Pengkonsumsi fast food tak ada ubahnya dengan pemakai narkoba yang telah
kecanduan dengan opium, ekstasi, maupun ganja yang dengan muka adiktif
menyuntikan zat berbahaya tersebut ke dalam pembuluh vena yang selanjutnya
akan mengalir ke dalam jantung. Kecanduan makanan cepat saji yang telah

menjadi life style secara diam-diam mengundang maut yang membahayakan.


Nikmat sesaat ternyata akan membawa dampak buruk bagi penyantapnya.
Makanan ini kongruen dengan bom waktu yang kapan saja dapat meledak dengan
pemicu yang dapat disamakan dengan kolesterol-kolesterol yang terdapat di
dalamnya. Ketika meledak, bom ini akan menimbulkan suatu penyakit yang
dinamakan obesitas.

Seperti pada AIDS yang telah lama menjadi sorotan dunia, fast food dan
obesitasnya lambat laun ikut pula terseret dalam high light lampu panggung dunia,
bak artis pendatang yang baru naik daun di dunia infotainment. Baru-baru ini
anggota dewan kota pemerintah Los Angeles telah melarang kehadiran gerai baru
makanan cepat saji di South Los Angeles. Alasannya, penggemar fast food dan
penderita obesitas di area miskin itu terus meningkat. Selain itu pemerintah AS
juga mengurangi iklan fast food. Dari pengurangan iklan makanan cepat saji di
televisi didapat hasil dapat mengurangi jumlah anak yang kegemukan sebanyak
18 persen, kata beberapa peneliti. Selain itu di awal 2007 di AS juga terdapat
larangan penggunaan minyak goreng trans fat dalam semua restoran, pajak bagi
makanan fast food. Sama halnya dengan di Australia yang memungut pajak dan
larangan reklame fast food. Uang pajak tersebut dipergunakan untuk promosi
makanan sehat seperti sayur-sayuran dan buah-buahan.

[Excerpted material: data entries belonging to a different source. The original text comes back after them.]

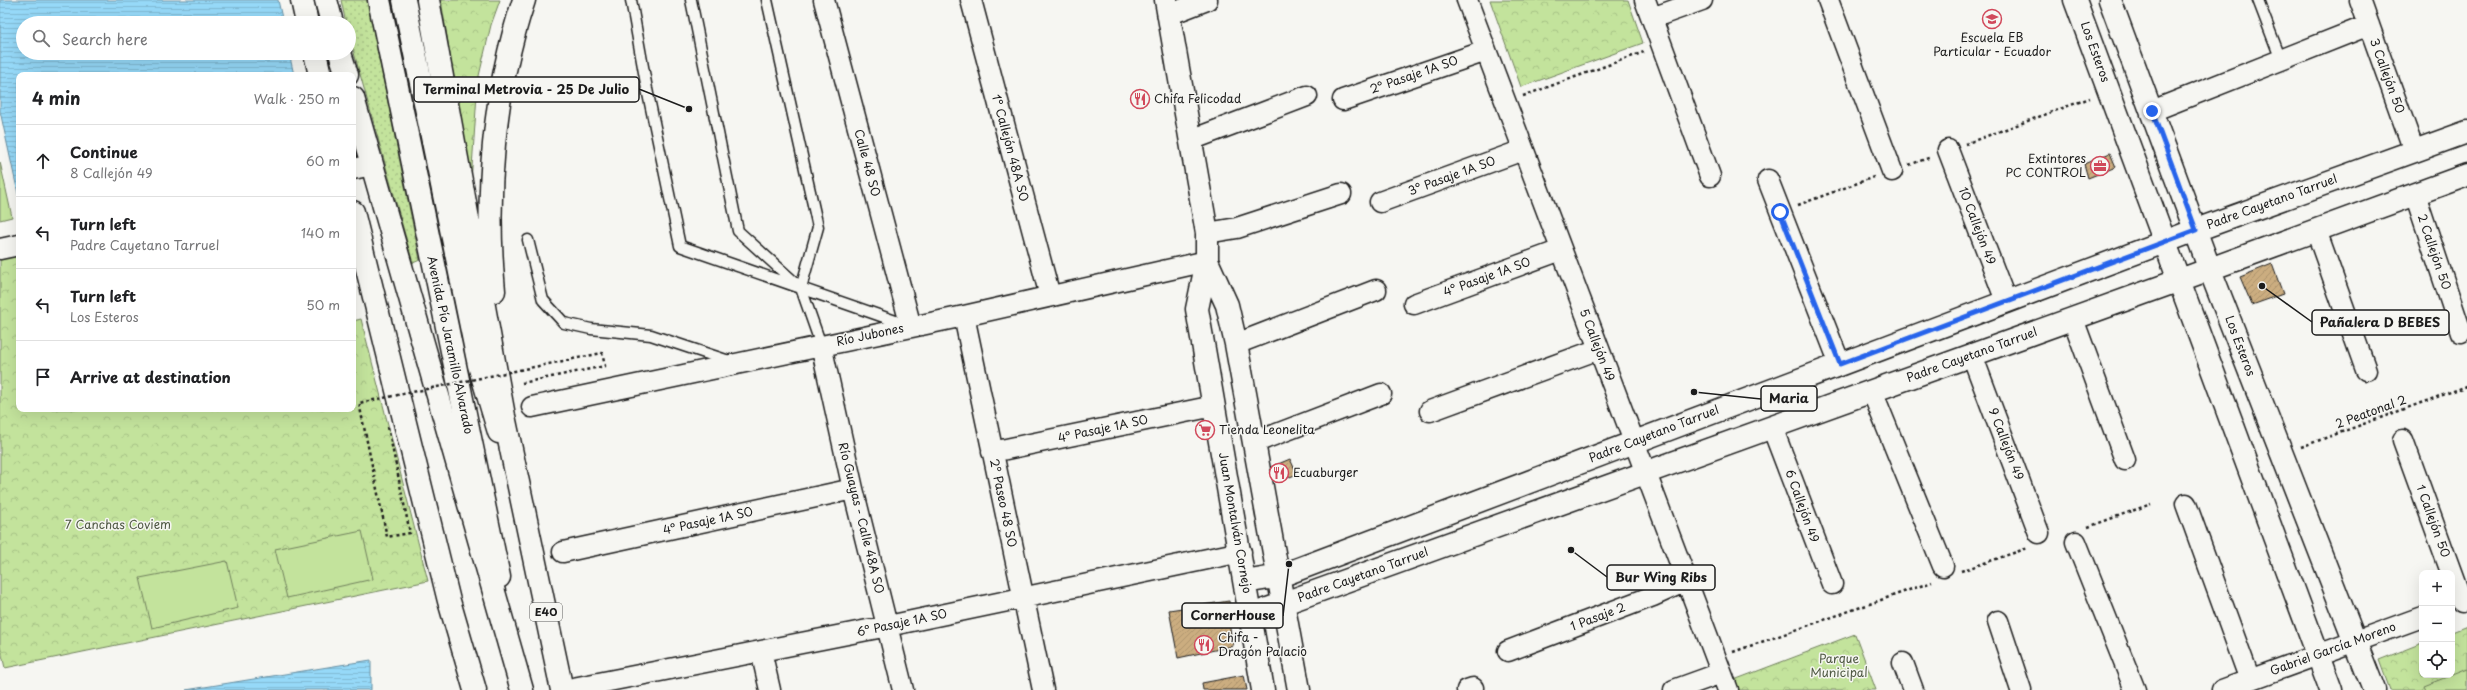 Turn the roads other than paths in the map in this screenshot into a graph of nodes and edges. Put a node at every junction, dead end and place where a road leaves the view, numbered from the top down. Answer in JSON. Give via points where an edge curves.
{"nodes":[{"id":1,"x":302,"y":0,"type":"edge"},
{"id":2,"x":379,"y":0,"type":"edge"},
{"id":3,"x":404,"y":0,"type":"edge"},
{"id":4,"x":428,"y":0,"type":"edge"},
{"id":5,"x":524,"y":0,"type":"edge"},
{"id":6,"x":630,"y":0,"type":"edge"},
{"id":7,"x":691,"y":0,"type":"edge"},
{"id":8,"x":767,"y":0,"type":"edge"},
{"id":9,"x":824,"y":0,"type":"edge"},
{"id":10,"x":971,"y":0,"type":"edge"},
{"id":11,"x":1207,"y":0,"type":"edge"},
{"id":12,"x":1467,"y":0,"type":"edge"},
{"id":13,"x":1702,"y":0,"type":"edge"},
{"id":14,"x":1828,"y":0,"type":"edge"},
{"id":15,"x":2075,"y":0,"type":"edge"},
{"id":16,"x":2110,"y":0,"type":"edge"},
{"id":17,"x":2258,"y":0,"type":"edge"},
{"id":18,"x":2360,"y":0,"type":"edge"},
{"id":19,"x":1167,"y":8,"type":"edge"},
{"id":20,"x":1649,"y":9,"type":"edge"},
{"id":21,"x":306,"y":16,"type":"edge"},
{"id":22,"x":2369,"y":25,"type":"junction"},
{"id":23,"x":1486,"y":51,"type":"junction"},
{"id":24,"x":317,"y":60,"type":"edge"},
{"id":25,"x":342,"y":60,"type":"edge"},
{"id":26,"x":2280,"y":60,"type":"junction"},
{"id":27,"x":319,"y":72,"type":"edge"},
{"id":28,"x":346,"y":72,"type":"edge"},
{"id":29,"x":1307,"y":96,"type":"dead end"},
{"id":30,"x":1343,"y":100,"type":"dead end"},
{"id":31,"x":2152,"y":111,"type":"junction"},
{"id":32,"x":356,"y":121,"type":"edge"},
{"id":33,"x":2467,"y":132,"type":"edge"},
{"id":34,"x":1191,"y":140,"type":"junction"},
{"id":35,"x":1523,"y":150,"type":"junction"},
{"id":36,"x":1948,"y":150,"type":"dead end"},
{"id":37,"x":2414,"y":151,"type":"junction"},
{"id":38,"x":362,"y":167,"type":"edge"},
{"id":39,"x":1892,"y":171,"type":"dead end"},
{"id":40,"x":2467,"y":175,"type":"edge"},
{"id":41,"x":1710,"y":176,"type":"dead end"},
{"id":42,"x":1768,"y":180,"type":"dead end"},
{"id":43,"x":1341,"y":194,"type":"dead end"},
{"id":44,"x":2415,"y":194,"type":"junction"},
{"id":45,"x":1380,"y":202,"type":"dead end"},
{"id":46,"x":356,"y":224,"type":"edge"},
{"id":47,"x":2196,"y":230,"type":"junction"},
{"id":48,"x":2316,"y":230,"type":"junction"},
{"id":49,"x":1207,"y":233,"type":"junction"},
{"id":50,"x":528,"y":240,"type":"dead end"},
{"id":51,"x":2166,"y":241,"type":"junction"},
{"id":52,"x":16,"y":246,"type":"edge"},
{"id":53,"x":0,"y":249,"type":"edge"},
{"id":54,"x":1561,"y":250,"type":"junction"},
{"id":55,"x":1207,"y":261,"type":"junction"},
{"id":56,"x":2210,"y":270,"type":"junction"},
{"id":57,"x":2180,"y":280,"type":"junction"},
{"id":58,"x":801,"y":288,"type":"junction"},
{"id":59,"x":1376,"y":290,"type":"dead end"},
{"id":60,"x":1050,"y":296,"type":"junction"},
{"id":61,"x":2006,"y":302,"type":"junction"},
{"id":62,"x":1414,"y":304,"type":"dead end"},
{"id":63,"x":964,"y":316,"type":"junction"},
{"id":64,"x":2073,"y":319,"type":"junction"},
{"id":65,"x":911,"y":326,"type":"junction"},
{"id":66,"x":2461,"y":332,"type":"dead end"},
{"id":67,"x":1236,"y":344,"type":"junction"},
{"id":68,"x":821,"y":345,"type":"junction"},
{"id":69,"x":1599,"y":350,"type":"junction"},
{"id":70,"x":1972,"y":355,"type":"junction"},
{"id":71,"x":736,"y":363,"type":"junction"},
{"id":72,"x":1840,"y":364,"type":"junction"},
{"id":73,"x":2366,"y":370,"type":"dead end"},
{"id":74,"x":1872,"y":391,"type":"junction"},
{"id":75,"x":1381,"y":394,"type":"dead end"},
{"id":76,"x":1214,"y":406,"type":"junction"},
{"id":77,"x":532,"y":407,"type":"dead end"},
{"id":78,"x":1430,"y":411,"type":"dead end"},
{"id":79,"x":504,"y":416,"type":"junction"},
{"id":80,"x":1772,"y":428,"type":"junction"},
{"id":81,"x":2403,"y":440,"type":"dead end"},
{"id":82,"x":1256,"y":442,"type":"junction"},
{"id":83,"x":1634,"y":442,"type":"junction"},
{"id":84,"x":992,"y":452,"type":"junction"},
{"id":85,"x":2125,"y":460,"type":"dead end"},
{"id":86,"x":1646,"y":473,"type":"junction"},
{"id":87,"x":853,"y":489,"type":"junction"},
{"id":88,"x":2186,"y":504,"type":"dead end"},
{"id":89,"x":2039,"y":533,"type":"dead end"},
{"id":90,"x":529,"y":534,"type":"junction"},
{"id":91,"x":2076,"y":542,"type":"dead end"},
{"id":92,"x":564,"y":552,"type":"dead end"},
{"id":93,"x":1241,"y":552,"type":"junction"},
{"id":94,"x":1943,"y":566,"type":"dead end"},
{"id":95,"x":1280,"y":576,"type":"junction"},
{"id":96,"x":1686,"y":581,"type":"junction"},
{"id":97,"x":1245,"y":582,"type":"junction"},
{"id":98,"x":1832,"y":584,"type":"dead end"},
{"id":99,"x":1024,"y":597,"type":"junction"},
{"id":100,"x":2460,"y":602,"type":"edge"},
{"id":101,"x":1284,"y":603,"type":"junction"},
{"id":102,"x":1251,"y":615,"type":"junction"},
{"id":103,"x":2419,"y":617,"type":"edge"},
{"id":104,"x":1998,"y":620,"type":"dead end"},
{"id":105,"x":888,"y":626,"type":"junction"},
{"id":106,"x":2354,"y":641,"type":"junction"},
{"id":107,"x":761,"y":651,"type":"junction"},
{"id":108,"x":1508,"y":651,"type":"dead end"},
{"id":109,"x":2318,"y":655,"type":"junction"},
{"id":110,"x":1903,"y":663,"type":"dead end"},
{"id":111,"x":2250,"y":680,"type":"junction"},
{"id":112,"x":1724,"y":681,"type":"edge"},
{"id":113,"x":475,"y":690,"type":"edge"},
{"id":114,"x":522,"y":690,"type":"edge"},
{"id":115,"x":562,"y":690,"type":"edge"},
{"id":116,"x":770,"y":690,"type":"edge"},
{"id":117,"x":903,"y":690,"type":"edge"},
{"id":118,"x":1043,"y":690,"type":"edge"},
{"id":119,"x":1263,"y":690,"type":"edge"},
{"id":120,"x":1299,"y":690,"type":"edge"},
{"id":121,"x":1674,"y":690,"type":"edge"},
{"id":122,"x":1913,"y":690,"type":"edge"},
{"id":123,"x":2020,"y":690,"type":"edge"},
{"id":124,"x":2135,"y":690,"type":"edge"},
{"id":125,"x":2222,"y":690,"type":"edge"},
{"id":126,"x":2331,"y":690,"type":"edge"},
{"id":127,"x":2374,"y":690,"type":"edge"}],
"edges":[{"from":1,"to":21,"type":"main road"},
{"from":2,"to":114,"type":"main road","name":"Avenida Pío Jaramillo Alvarado"},
{"from":3,"to":90,"type":"main road","name":"Avenida Pío Jaramillo Alvarado","via":[[479,365]]},
{"from":4,"to":79,"type":"main road"},
{"from":5,"to":79,"type":"main road","via":[[505,73],[493,167],[491,263]]},
{"from":6,"to":58,"type":"lane","via":[[680,246]]},
{"from":7,"to":58,"type":"lane","via":[[738,231]]},
{"from":8,"to":58,"type":"lane","via":[[818,227]]},
{"from":9,"to":65,"type":"street","name":"Calle 48 SO"},
{"from":10,"to":60,"type":"street","name":"1° Callejón 48A SO"},
{"from":11,"to":19,"type":"street"},
{"from":12,"to":23,"type":"street","name":"5 Callejón 49"},
{"from":13,"to":20,"type":"street"},
{"from":14,"to":39,"type":"street"},
{"from":15,"to":51,"type":"main road","name":"Los Esteros"},
{"from":16,"to":31,"type":"main road","name":"Los Esteros"},
{"from":17,"to":26,"type":"lane"},
{"from":18,"to":22,"type":"street","name":"3 Callejón 50"},
{"from":19,"to":34,"type":"main road","name":"Juan Montalván Cornejo"},
{"from":20,"to":41,"type":"street"},
{"from":22,"to":26,"type":"street"},
{"from":22,"to":37,"type":"street","name":"3 Callejón 50"},
{"from":23,"to":30,"type":"street","name":"2° Pasaje 1A SO"},
{"from":23,"to":35,"type":"street","name":"5 Callejón 49"},
{"from":24,"to":27,"type":"main road"},
{"from":25,"to":28,"type":"main road"},
{"from":26,"to":31,"type":"street"},
{"from":29,"to":34,"type":"street"},
{"from":31,"to":47,"type":"main road","name":"Los Esteros"},
{"from":32,"to":38,"type":"main road"},
{"from":33,"to":37,"type":"main road","name":"Padre Cayetano Tarruel"},
{"from":34,"to":49,"type":"main road","name":"Juan Montalván Cornejo"},
{"from":35,"to":45,"type":"street","name":"3° Pasaje 1A SO"},
{"from":35,"to":54,"type":"street","name":"5 Callejón 49"},
{"from":36,"to":61,"type":"street","name":"10 Callejón 49"},
{"from":37,"to":47,"type":"main road","name":"Padre Cayetano Tarruel"},
{"from":38,"to":114,"type":"main road"},
{"from":40,"to":44,"type":"main road","name":"Padre Cayetano Tarruel"},
{"from":42,"to":72,"type":"street"},
{"from":43,"to":49,"type":"street","via":[[1237,228]]},
{"from":44,"to":48,"type":"main road","name":"Padre Cayetano Tarruel"},
{"from":44,"to":66,"type":"street","name":"2 Callejón 50"},
{"from":46,"to":113,"type":"main road","via":[[449,601]]},
{"from":47,"to":51,"type":"main road","name":"Padre Cayetano Tarruel"},
{"from":47,"to":56,"type":"main road","name":"Los Esteros"},
{"from":48,"to":56,"type":"main road","name":"Padre Cayetano Tarruel"},
{"from":48,"to":73,"type":"street"},
{"from":49,"to":55,"type":"main road","name":"Juan Montalván Cornejo"},
{"from":50,"to":71,"type":"lane","via":[[543,300],[564,323],[591,329],[651,335]]},
{"from":51,"to":57,"type":"main road","name":"Los Esteros"},
{"from":51,"to":61,"type":"main road","name":"Padre Cayetano Tarruel"},
{"from":52,"to":53,"type":"street"},
{"from":54,"to":62,"type":"street","name":"4° Pasaje 1A SO"},
{"from":54,"to":69,"type":"street","name":"5 Callejón 49"},
{"from":55,"to":60,"type":"street","name":"Río Jubones"},
{"from":55,"to":67,"type":"main road","name":"Juan Montalván Cornejo","via":[[1227,305]]},
{"from":55,"to":76,"type":"main road","name":"Juan Montalván Cornejo","via":[[1197,309]]},
{"from":56,"to":57,"type":"main road","name":"Padre Cayetano Tarruel"},
{"from":56,"to":106,"type":"main road","name":"Los Esteros"},
{"from":57,"to":64,"type":"main road","name":"Padre Cayetano Tarruel"},
{"from":57,"to":109,"type":"main road","name":"Los Esteros"},
{"from":58,"to":65,"type":"lane"},
{"from":58,"to":68,"type":"lane"},
{"from":59,"to":67,"type":"street"},
{"from":60,"to":63,"type":"street","name":"Río Jubones"},
{"from":61,"to":72,"type":"main road","name":"Padre Cayetano Tarruel"},
{"from":63,"to":65,"type":"street","name":"Río Jubones"},
{"from":63,"to":84,"type":"street","name":"2° Paseo 48 SO"},
{"from":64,"to":70,"type":"main road","name":"Padre Cayetano Tarruel"},
{"from":64,"to":85,"type":"street"},
{"from":65,"to":68,"type":"street","name":"Río Jubones"},
{"from":67,"to":82,"type":"main road","name":"Juan Montalván Cornejo"},
{"from":68,"to":71,"type":"street","name":"Río Jubones"},
{"from":68,"to":87,"type":"street","name":"Río Guayas - Calle 48A SO"},
{"from":69,"to":78,"type":"street"},
{"from":69,"to":83,"type":"street","name":"5 Callejón 49"},
{"from":70,"to":74,"type":"main road","name":"Padre Cayetano Tarruel"},
{"from":70,"to":89,"type":"street","name":"9 Callejón 49"},
{"from":71,"to":77,"type":"street","name":"Río Jubones"},
{"from":72,"to":83,"type":"main road","name":"Padre Cayetano Tarruel"},
{"from":74,"to":80,"type":"main road","name":"Padre Cayetano Tarruel"},
{"from":74,"to":94,"type":"street"},
{"from":75,"to":82,"type":"street"},
{"from":76,"to":84,"type":"street","name":"4° Pasaje 1A SO"},
{"from":76,"to":93,"type":"main road","name":"Juan Montalván Cornejo"},
{"from":79,"to":90,"type":"main road"},
{"from":80,"to":86,"type":"main road","name":"Padre Cayetano Tarruel"},
{"from":80,"to":98,"type":"street","name":"6 Callejón 49"},
{"from":81,"to":100,"type":"street","name":"1 Callejón 50"},
{"from":82,"to":95,"type":"main road","name":"Juan Montalván Cornejo"},
{"from":83,"to":86,"type":"street","name":"5 Callejón 49"},
{"from":83,"to":95,"type":"main road","name":"Padre Cayetano Tarruel"},
{"from":84,"to":99,"type":"street","name":"2° Paseo 48 SO"},
{"from":86,"to":96,"type":"street","name":"5 Callejón 49"},
{"from":86,"to":101,"type":"main road","name":"Padre Cayetano Tarruel"},
{"from":87,"to":92,"type":"street","name":"4° Pasaje 1A SO"},
{"from":87,"to":105,"type":"street","name":"Río Guayas - Calle 48A SO"},
{"from":88,"to":111,"type":"street"},
{"from":90,"to":115,"type":"main road","number":"E40"},
{"from":91,"to":124,"type":"street"},
{"from":93,"to":97,"type":"main road","name":"Juan Montalván Cornejo"},
{"from":93,"to":99,"type":"street","name":"6° Pasaje 1A SO"},
{"from":95,"to":97,"type":"main road","name":"Padre Cayetano Tarruel"},
{"from":95,"to":101,"type":"main road","name":"Juan Montalván Cornejo"},
{"from":96,"to":108,"type":"street","name":"1 Pasaje 2"},
{"from":96,"to":112,"type":"street","name":"5 Callejón 49"},
{"from":97,"to":102,"type":"main road","name":"Juan Montalván Cornejo"},
{"from":99,"to":105,"type":"street","name":"6° Pasaje 1A SO"},
{"from":99,"to":118,"type":"street","name":"2° Paseo 48 SO"},
{"from":101,"to":102,"type":"main road","name":"Padre Cayetano Tarruel"},
{"from":101,"to":120,"type":"main road","name":"Juan Montalván Cornejo"},
{"from":102,"to":119,"type":"main road","name":"Juan Montalván Cornejo"},
{"from":103,"to":106,"type":"street","name":"Gabriel García Moreno"},
{"from":104,"to":123,"type":"street"},
{"from":105,"to":107,"type":"street","name":"6° Pasaje 1A SO"},
{"from":105,"to":117,"type":"street","name":"Río Guayas - Calle 48A SO"},
{"from":106,"to":109,"type":"street","name":"Gabriel García Moreno"},
{"from":106,"to":127,"type":"main road","name":"Los Esteros"},
{"from":107,"to":115,"type":"street","name":"6° Pasaje 1A SO"},
{"from":107,"to":116,"type":"street"},
{"from":109,"to":111,"type":"street","name":"Gabriel García Moreno"},
{"from":109,"to":126,"type":"main road","name":"Los Esteros"},
{"from":110,"to":122,"type":"street"},
{"from":111,"to":125,"type":"street","name":"Gabriel García Moreno"},
{"from":112,"to":121,"type":"street"}]}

Fast food yang juga dikenal dengan sebutan junk food atau makanan sampah
perlahan-lahan mulai ditinggalkan masyarakat di negara-negara barat. Informasi
mengenai pemanis buatan, pewarna, penyedap dan aroma yang telah gencargencarnya diinformasikan oleh pemerintah ternyata memberikan hasil. Selain itu,
krisis ekonomi yang melanda dunia memaksa brand-brand besar fast food
membanting harga jual mereka. Kemudian orang-orang menjadi sadar, harga tidak
akan berbohong mengenai kualitas yang terkandung di dalamnya. "Ini adalah
situasi ekonomi yang sangat sulit, dan makanan cepat saji telah menyusut," kata
Ron Paul, presiden Technomic, sebuah perusahaan konsultan. Karena
pengangguran tinggi, katanya, konsumen semakin menyerbu toko grosir dan
menyalakan oven dan kompor mereka lagi. Sementara di negri asalnya sendiri fast

food mulai ditinggalkan, di Indonesia orang dengan bangga mengkonsumsi


makanan cepat saji yang tidak sehat itu.

Terlepas dari semua itu, kita sebagai manusia hendaknya dapat menghargai
sesuatu yang bersifat natural atau alami. Makanan cepat saji yang mengandung
berbagai pengawet dan bersifat buatan jauh dari kata alami. Trend dan lifestyle
dalam pengkonsumsian makanan modern bukannya mendongkrak gengsi, malah
menimbulkan penyakit yang dampaknya jauh lebih besar dari usaha menimbulkan
pencitraan diri yang modern di mata orang lain. Memang ada harga yang harus di
bayar dari kepraktisan, instan, dan gengsi yang tertanam dalam masyarakat
berperadaban maju, yaitu masalah kesehatan dalam hal ini masalah obesitas.
Mungkin kita harus meminjam mesin waktu dari Doraemon untuk kembali ke
masa 1000 tahun silam untuk belajar kepada nenek moyang kita bagaimana
mengkonsumsi makanan yang sehat dan alami.